Preparation time: 10 minute(s) | Cooking time: 30 minute(s)
Number of servings (yield): 6
Nutrition (per serving): 217 calories, 6 calories from fat, <1g total fat, 0mg cholesterol, 687.8mg sodium, 882.1mg potassium, 42.4g carbohydrates, 9.8g fiber, 6.3g sugar, 12.7g protein.
It was good, really really good. I’m looking forward to leftovers for lunch.
More Louisiana recipes: Tofu Jambalaya, Stewed Okra and Tomatoes, Red Beans and Rice, Chickpea Gumbo (guest post at Veggie Venture), and Patty Pan Squash Stuffed with Cajun White Beans
MichalooneyDecember 30, 2009 at 10:51 pm
My omnivorous boyfriend and I made this for his omnivorous family tonight. The flavor was rich, warm, and comforting.
Double the recipe
We omitted the dulse.
We used Zataran's dry crab boil, but only boiled it in the soup for 7 minutes.

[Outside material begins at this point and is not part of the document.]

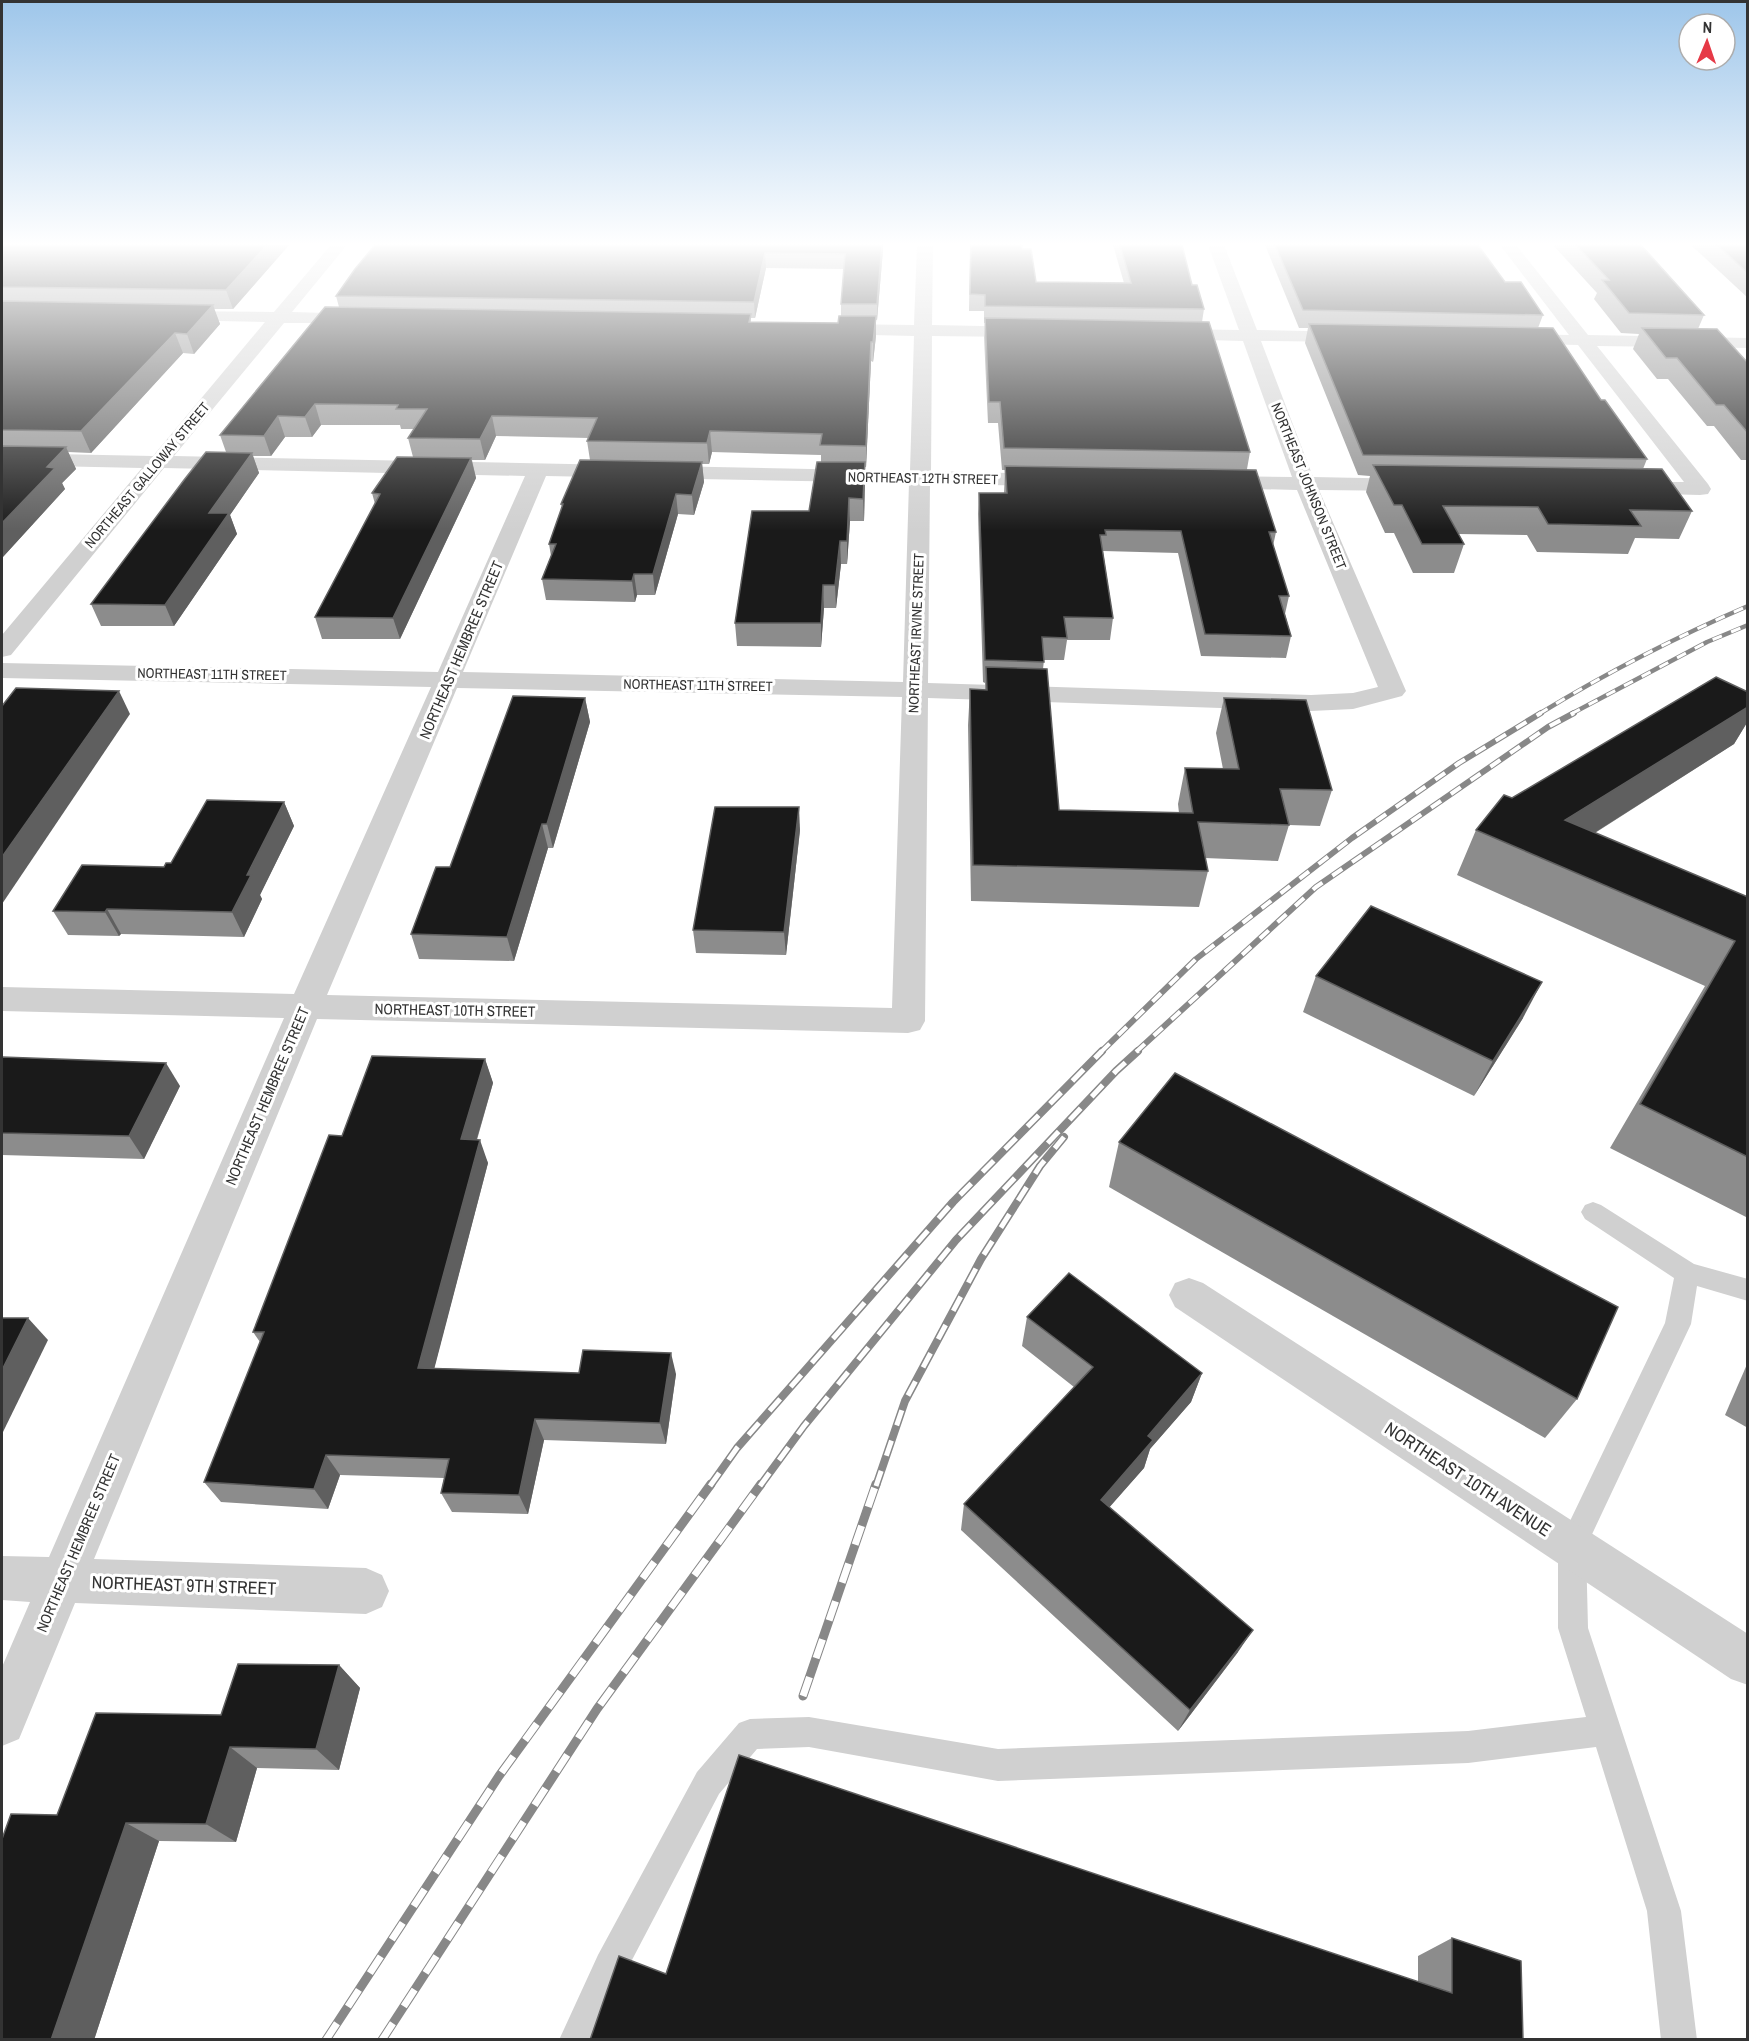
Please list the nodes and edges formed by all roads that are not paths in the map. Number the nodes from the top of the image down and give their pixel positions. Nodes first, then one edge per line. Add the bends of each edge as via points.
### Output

Added half an eggplant and a bunch of kale.
Thanks for another great recipe.
melissa daniellsJanuary 9, 2012 at 2:27 pm
I am australian and i only ever called Mirliton by the name chokos! They grow wild in the tropical regions . I am living in the UK and was excited to find one in a asian grocer and now i know what to do with it!!
Dan MarshJuly 29, 2014 at 1:08 pm
Susan, My wife and I are very enthusiastic about Vegan cooking and eating. We enjoyed looking at your recipes on your Webb Site. Please friend me on Facebook and yes I would love to receive your fall free News Bites newsletter via email. Dan Marsh
MaryNovember 27, 2019 at 4:41 pm
I made the Mirliton soup today. It’s delicious. I followed your recipe except for the dulse, which I don’t have. I served it with pasta because I had some in the refrigerator.